Training a MT system requires large amounts of high-quality parallel corpora. Scraping the Internet can provide more parallel corpora to train an MT system but web-scraped data might actually reduce the quality of the MT system if the scraped parallel corpora was generated by Machine Translation. Therefore, to train a MT system with web-scraped data, one must first sift through the web-scraped data to remove parallel sentences generated by Machine Translation. This paper discusses how to build a classifier to detect whether aligned English-Hebrew sentences in a parallel corpus was generated by Machine Translation or a human translator. It is our intuition that removing individual aligned sentences from web-scraped parallel corpora as opposed to removing entire aligned documents from the training data will improve the quality of an MT system.
Like most Machine Learning tasks, building a high-quality Machine Translation system requires a large amount of data. In Machine Translation, the training data typically is represented as a parallel corpus where the text in the second language is generated by translating the original document. Since Machine Translation tries to replicate human translation, a parallel corpus generated by human translators is viewed as the “gold standard”. Therefore, the parallel corpora that a MT system learns from should be translated by hand, or at least be deemed an acceptable translation by a human fluent in both the original and translated languages. Otherwise, if a MT system learns from parallel corpus generated by another MT system, for example Google Translate, the MT system will not learn how to translate correctly, but instead, will learn to mimic Google Translate.
Before it was even technically possible, many people hoped that the Internet would become a valuable source of parallel corpora. In 2003, Resnick and Smith lamented that parallel corpora “are not readily available in the necessary quantities”1.
Since then, recent works have taken advantage of the proliferation of data on the Internet. As many websites offer the same content in more than one language, crawling the Internet in order to massively increase the amount of data that MT systems can learn from is common.
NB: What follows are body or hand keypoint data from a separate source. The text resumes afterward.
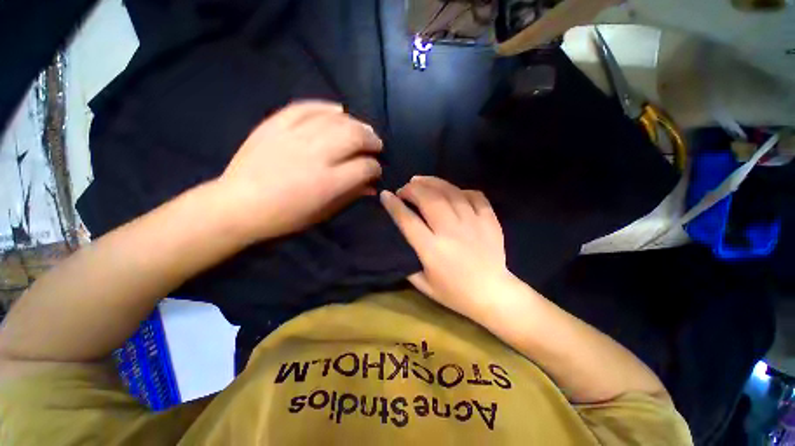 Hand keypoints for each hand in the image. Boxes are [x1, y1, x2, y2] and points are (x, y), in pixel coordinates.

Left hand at [218, 101, 382, 240]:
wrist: (238, 204)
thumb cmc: (285, 217)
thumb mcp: (323, 213)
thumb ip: (350, 196)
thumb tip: (372, 187)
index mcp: (327, 182)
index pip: (365, 167)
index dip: (375, 168)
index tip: (376, 171)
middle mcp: (315, 155)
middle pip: (354, 137)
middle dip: (371, 140)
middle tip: (376, 144)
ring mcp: (294, 136)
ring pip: (335, 120)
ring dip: (356, 123)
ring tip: (363, 128)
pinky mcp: (276, 124)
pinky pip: (306, 107)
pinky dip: (326, 107)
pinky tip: (338, 111)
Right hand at [380, 176, 511, 319]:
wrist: (493, 294)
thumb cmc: (455, 293)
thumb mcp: (424, 285)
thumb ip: (407, 265)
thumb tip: (398, 245)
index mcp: (432, 250)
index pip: (408, 220)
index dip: (394, 205)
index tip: (385, 194)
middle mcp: (451, 232)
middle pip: (428, 200)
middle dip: (412, 189)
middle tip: (405, 189)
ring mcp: (472, 223)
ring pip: (450, 193)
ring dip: (432, 182)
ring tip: (421, 180)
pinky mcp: (489, 220)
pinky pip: (474, 195)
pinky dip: (460, 190)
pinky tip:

While such approaches would generally be applauded by data scientists and the broad Machine Learning community for increasing the amount of training data, in Machine Translation, scraping the web introduces a major source of sub-optimal data.
Parallel corpora scraped from the web are not guaranteed to be high-quality data as it has become increasingly easy and inexpensive to translate websites into many languages. For example, Google offers a free tool called “Website Translator” 2 that offers the ability to “add the power of Google Translate’s automatic translations to [a] website” for free. This tool allows a website to be translated into over 90 languages! Therefore, an MT system must only be trained on parallel corpora obtained by crawling the web that have been designated as being generated by human translators.
The need to clean web scraped parallel corpora has been apparent for over the past half decade. (Tsvetkov et. al. 2010) used a dictionary-based algorithm to extract parallel document pairs containing manually translated texts with a remarkable precision of 100%. Their approach is language agnostic but they applied it to Hebrew-English document pairs. More recently, (Rarrick et. al. 2012) showed that cleaning web scraped parallel corpora with a classifier can improve MT systems, specifically and drastically for lower density languages. Their approach was also language agnostic and the lower density language pairs they were concerned with were English-Latvian and English-Romanian.
The majority of these and other works deal with classifying parallel corpora as the product of Human Translation or Machine Translation on an document level. Since many documents are translated by humans with the aid of machine translation, there can still be useful and high quality translations in a parallel document pair where the majority of sentences have been translated by a machine3. The previous works would throw the baby out with the bath water4 as they would remove the entire document pair from the training data instead of extracting “high-quality” parallel sentences from the document pair. Therefore, this paper will classify each parallel sentence pair as Human or Machine Translation. Due to the limited scope of this project, we will not test the intuition that retaining “high-quality” parallel sentence pairs from “low-quality” parallel document pairs will improve MT systems5.
Therefore, we have created a classifier to detect whether aligned sentences in parallel corpora have been generated by MT or human translators. For the scope of this project, we will deal only with English-Hebrew parallel corpora and English-Spanish parallel corpus and will have one classifier for each pair. This way, we ignore issues of language detection and can build a classifier for a specific language pair . Our baseline for the English-Hebrew classifier is 50 percent accuracy. (Tsvetkov 2010) had a precision of 100% but they scraped the web for 3 months and used specific thresholds to optimize for precision over recall or accuracy.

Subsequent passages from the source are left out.